There still remained the problem, however, of temperatures dipping to 22 below zero hindering efforts to stop the blaze, 11,000 bales of hay fueling it and a herd of dairy cows that needed to be milked.

“A lot of people, farmers, neighbors, friends were all there, all pitching in to do something,” Jones said, and several community members, which he described as “handy people” were able to get a generator set up, so farmers were milking in the dairy barn by 10 that evening as the fire still blazed adjacent to it.

Meanwhile, trucks from more than a dozen area departments were coming and going to fight the fire in such bitter temperatures.

“It was just one cold, miserable night,” Jones said. “The weather was a real hindrance in this operation. The trucks were freezing, the hoses were freezing. To get water back to the fire scene was a problem.”

To relieve the firefighters Washington County also provided a bus for them to go into to thaw. They attacked the blaze mostly from the exterior, but several teams stood in the barn doorway to shoot water inside. Jones said trucks left the scene at about 3:30 a.m., came back at 7 and let the barn continue burning throughout Saturday.

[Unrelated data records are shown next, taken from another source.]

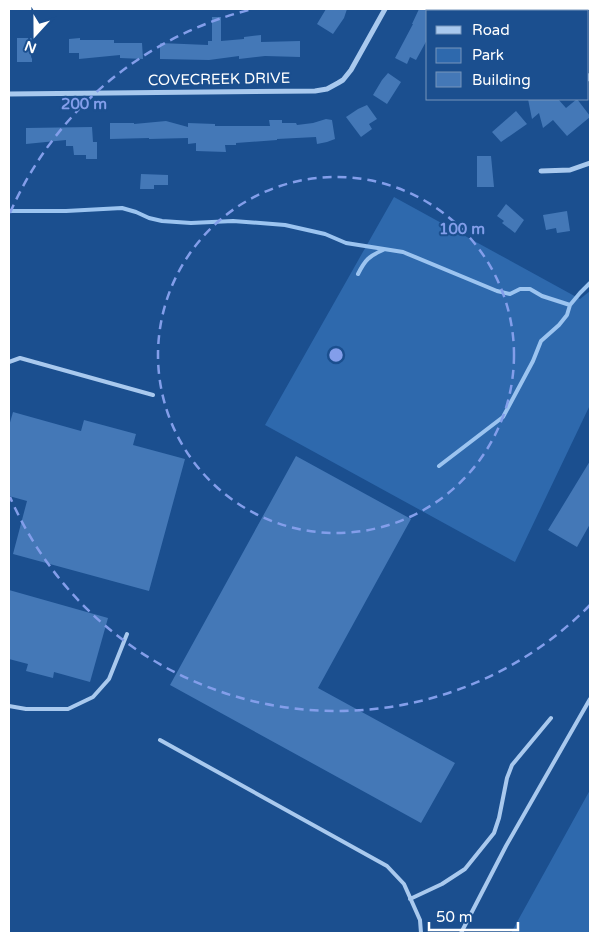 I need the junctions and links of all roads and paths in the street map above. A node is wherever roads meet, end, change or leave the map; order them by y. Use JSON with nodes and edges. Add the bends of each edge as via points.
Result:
{"nodes":[{"id":1,"x":385,"y":9,"type":"edge"},
{"id":2,"x":9,"y":94,"type":"edge"},
{"id":3,"x":590,"y":163,"type":"edge"},
{"id":4,"x":542,"y":171,"type":"dead end"},
{"id":5,"x":9,"y":362,"type":"edge"},
{"id":6,"x":153,"y":395,"type":"dead end"},
{"id":7,"x":127,"y":634,"type":"dead end"},
{"id":8,"x":590,"y":699,"type":"edge"},
{"id":9,"x":9,"y":706,"type":"edge"},
{"id":10,"x":551,"y":718,"type":"dead end"},
{"id":11,"x":160,"y":740,"type":"dead end"},
{"id":12,"x":410,"y":900,"type":"junction"},
{"id":13,"x":421,"y":933,"type":"edge"},
{"id":14,"x":461,"y":933,"type":"edge"}],
"edges":[{"from":1,"to":2,"type":"street","name":"COVECREEK DRIVE","via":[[351,70],[327,89]]},
{"from":3,"to":4,"type":"street","via":[[570,170]]},
{"from":5,"to":6,"type":"lane","via":[[20,358]]},
{"from":7,"to":9,"type":"lane","via":[[109,680],[93,697],[68,709]]},
{"from":8,"to":14,"type":"lane","via":[[506,846]]},
{"from":10,"to":12,"type":"lane","via":[[512,765],[494,833],[465,869]]},
{"from":11,"to":12,"type":"lane","via":[[387,866],[404,884]]},
{"from":12,"to":13,"type":"lane","via":[[420,920]]}]} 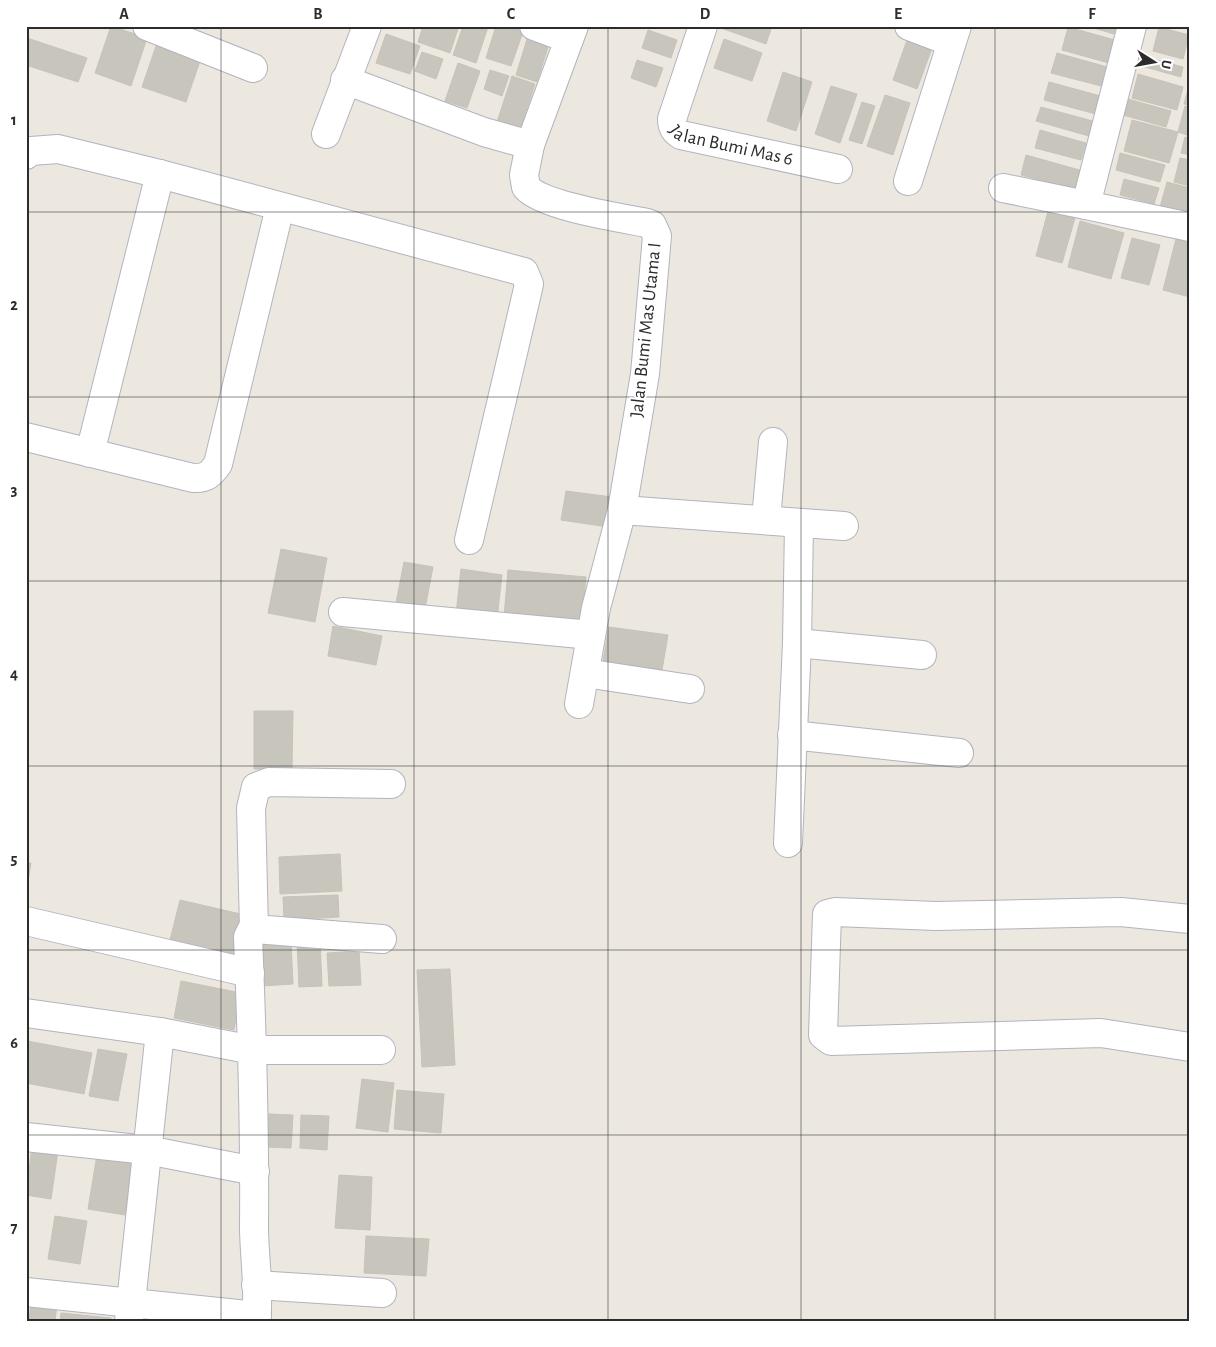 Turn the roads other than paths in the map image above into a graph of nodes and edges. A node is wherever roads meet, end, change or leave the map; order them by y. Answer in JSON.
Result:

During the day, community members and Niagara Mohawk were on scene to rewire the barn and get power by 10 p.m.

Jones said he and his crew spent Saturday night monitoring the smoldering barn, put another load of water on it at 4 a.m. Sunday and finished with the scene by 4 p.m. that day. He said he was still looking into a cause but deemed it accidental.

Despite the hindering cold, Jones was grateful to the area departments and local residents who responded.

“I’m just thankful for all the volunteer fire companies and the community support—it was tremendous,” he said.